::: DATA :::

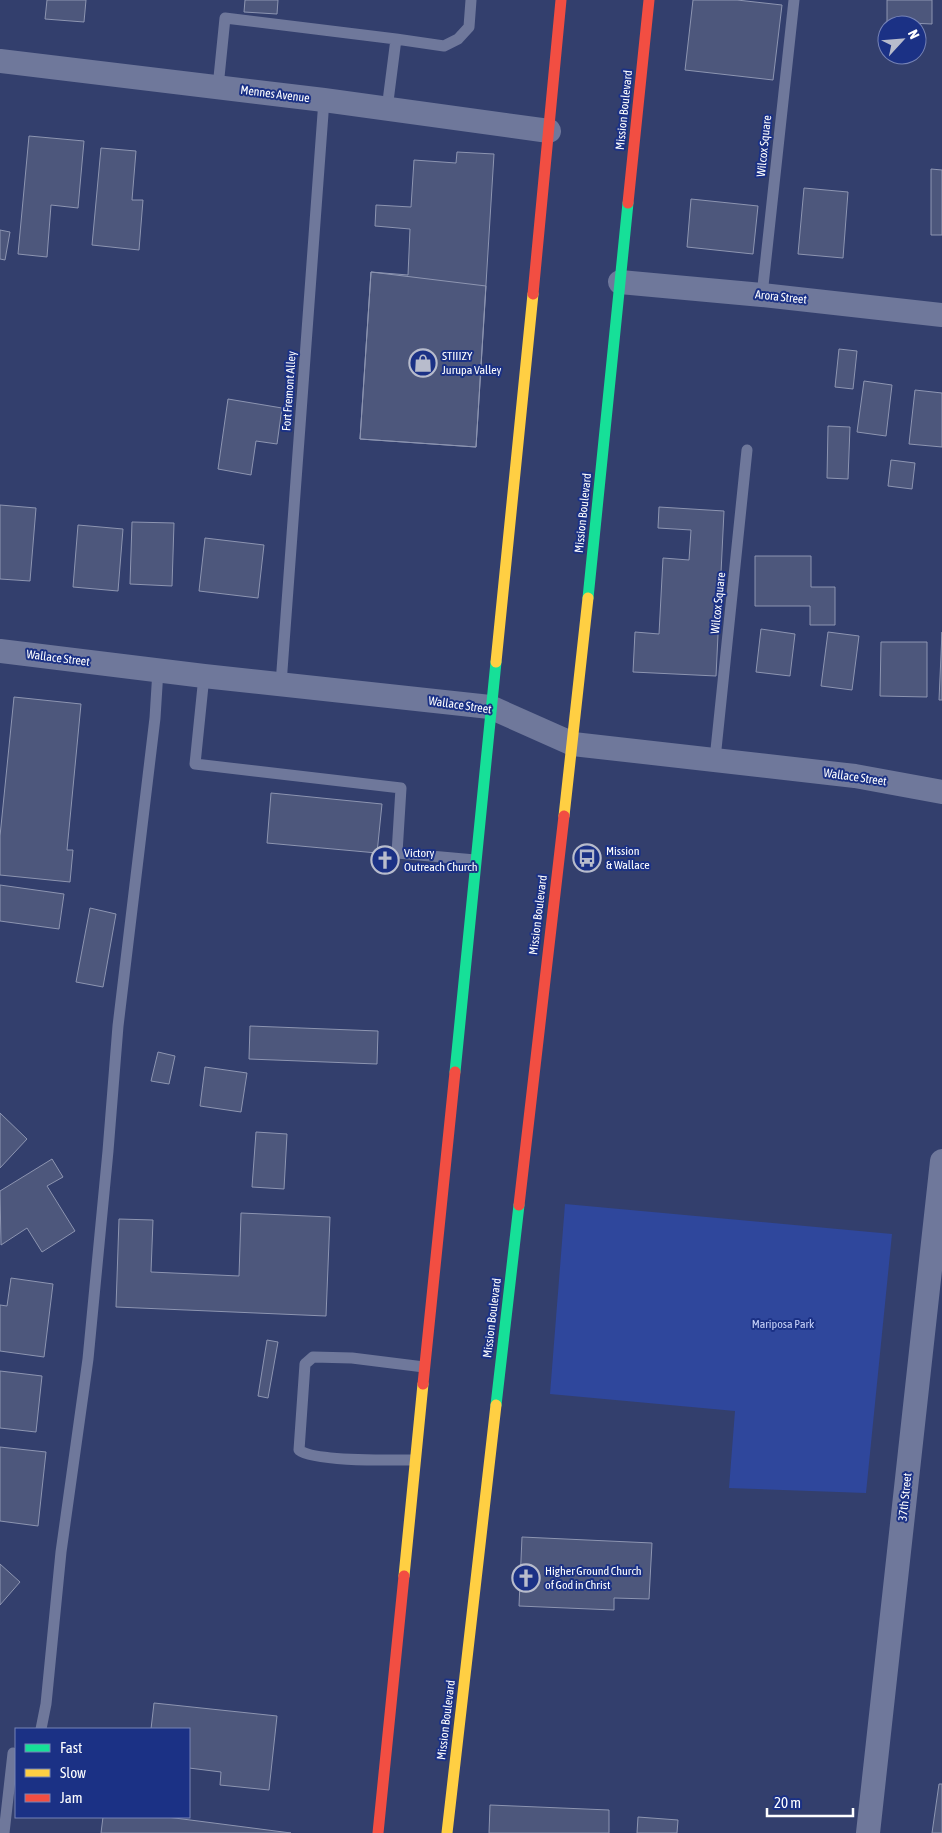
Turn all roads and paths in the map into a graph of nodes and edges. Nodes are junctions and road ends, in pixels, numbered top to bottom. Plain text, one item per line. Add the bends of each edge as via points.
1 (471, 0) edge
2 (561, 0) edge
3 (649, 0) edge
4 (794, 0) edge
5 (396, 39) junction
6 (0, 61) edge
7 (218, 87) junction
8 (324, 100) junction
9 (387, 109) junction
10 (549, 131) junction
11 (620, 282) junction
12 (762, 295) junction
13 (942, 315) edge
14 (748, 450) dead end
15 (0, 651) edge
16 (158, 670) junction
17 (204, 676) junction
18 (281, 684) junction
19 (490, 706) junction
20 (574, 744) junction
21 (715, 759) junction
22 (942, 792) edge
23 (475, 860) junction
24 (942, 1161) edge
25 (424, 1366) junction
26 (415, 1460) junction
27 (41, 1728) edge
28 (0, 1751) edge
29 (14, 1753) edge
30 (4, 1833) edge
31 (378, 1833) edge
32 (447, 1833) edge
33 (868, 1833) edge

1 - 5 lane via 469,27 458,39 444,46
2 - 10 main road
3 - 11 main road, Mission Boulevard
4 - 12 lane, Wilcox Square
5 - 7 lane via 225,18
5 - 9 lane
6 - 7 street, Mennes Avenue
7 - 8 street, Mennes Avenue
8 - 9 street, Mennes Avenue
8 - 18 lane, Fort Fremont Alley
9 - 10 street, Mennes Avenue
10 - 19 main road
11 - 12 street, Arora Street
11 - 20 main road, Mission Boulevard
12 - 13 street, Arora Street
14 - 21 lane, Wilcox Square
15 - 16 street, Wallace Street
16 - 17 street, Wallace Street
16 - 27 lane via 118,1026 88,1359 61,1552
17 - 18 street, Wallace Street
17 - 23 lane via 195,764 401,788 397,853
18 - 19 street, Wallace Street
19 - 20 street, Wallace Street
19 - 23 main road
20 - 21 street, Wallace Street
20 - 32 main road, Mission Boulevard
21 - 22 street, Wallace Street via 855,776
23 - 25 main road
24 - 33 street, 37th Street
25 - 26 main road
25 - 26 lane via 313,1356 305,1364 299,1450 307,1455 354,1460
26 - 31 main road
28 - 29 lane
29 - 30 lane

:::

• **WHAT YOU SHOULD DO**
From the data above, copy each line with the string "Mennes" in it.

• **RESPONSE FOR THIS EXERCISE**
6 - 7 street, Mennes Avenue
7 - 8 street, Mennes Avenue
8 - 9 street, Mennes Avenue
9 - 10 street, Mennes Avenue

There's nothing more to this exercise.